*Assigned task*: Below are the records; locate each line with the word "every" and copy it.

*Provided material*:
____

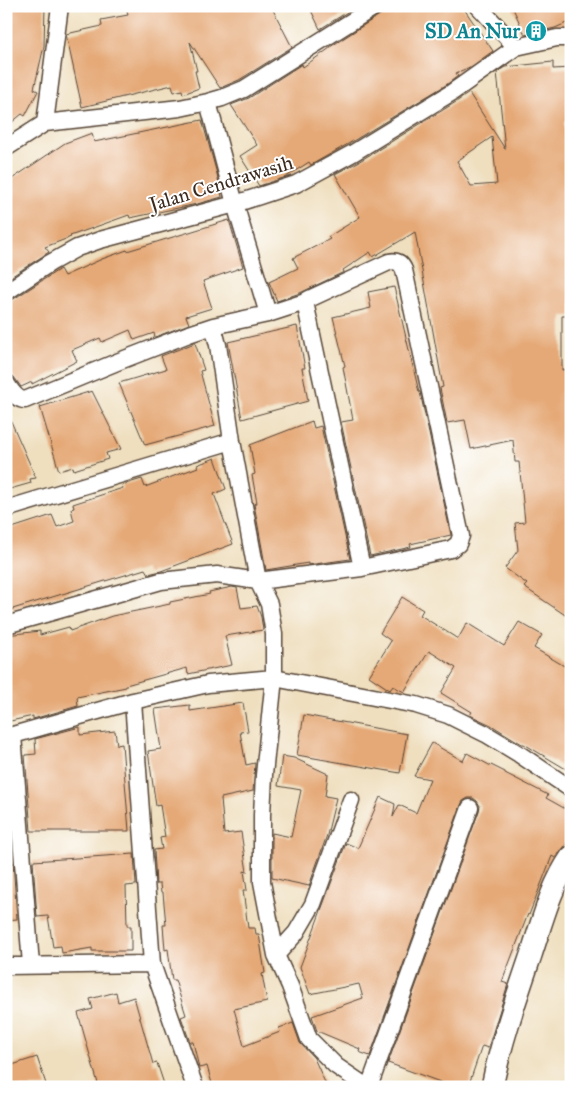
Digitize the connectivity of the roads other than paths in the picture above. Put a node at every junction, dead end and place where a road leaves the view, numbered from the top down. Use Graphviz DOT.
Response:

____

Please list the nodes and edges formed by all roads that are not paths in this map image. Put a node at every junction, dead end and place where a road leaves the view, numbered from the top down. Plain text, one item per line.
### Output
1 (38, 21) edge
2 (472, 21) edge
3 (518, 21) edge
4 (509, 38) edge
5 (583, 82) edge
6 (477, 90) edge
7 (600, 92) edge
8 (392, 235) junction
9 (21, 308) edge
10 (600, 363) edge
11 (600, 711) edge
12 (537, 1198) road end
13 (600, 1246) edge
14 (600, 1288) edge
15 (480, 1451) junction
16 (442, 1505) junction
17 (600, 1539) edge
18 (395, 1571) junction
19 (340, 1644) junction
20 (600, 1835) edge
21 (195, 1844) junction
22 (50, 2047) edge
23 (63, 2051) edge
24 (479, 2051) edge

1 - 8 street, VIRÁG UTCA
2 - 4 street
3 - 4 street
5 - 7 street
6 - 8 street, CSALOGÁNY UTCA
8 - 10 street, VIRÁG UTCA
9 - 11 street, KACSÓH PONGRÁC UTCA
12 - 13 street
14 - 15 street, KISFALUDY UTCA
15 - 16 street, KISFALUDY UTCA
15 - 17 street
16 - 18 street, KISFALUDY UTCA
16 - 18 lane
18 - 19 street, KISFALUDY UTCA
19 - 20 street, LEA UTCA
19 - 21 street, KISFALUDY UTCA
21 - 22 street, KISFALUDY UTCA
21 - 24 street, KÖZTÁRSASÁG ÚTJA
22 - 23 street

____

*Problem solution*:
Digitize the connectivity of the roads other than paths in the picture above. Put a node at every junction, dead end and place where a road leaves the view, numbered from the top down. Use Graphviz DOT.
Please list the nodes and edges formed by all roads that are not paths in this map image. Put a node at every junction, dead end and place where a road leaves the view, numbered from the top down. Plain text, one item per line.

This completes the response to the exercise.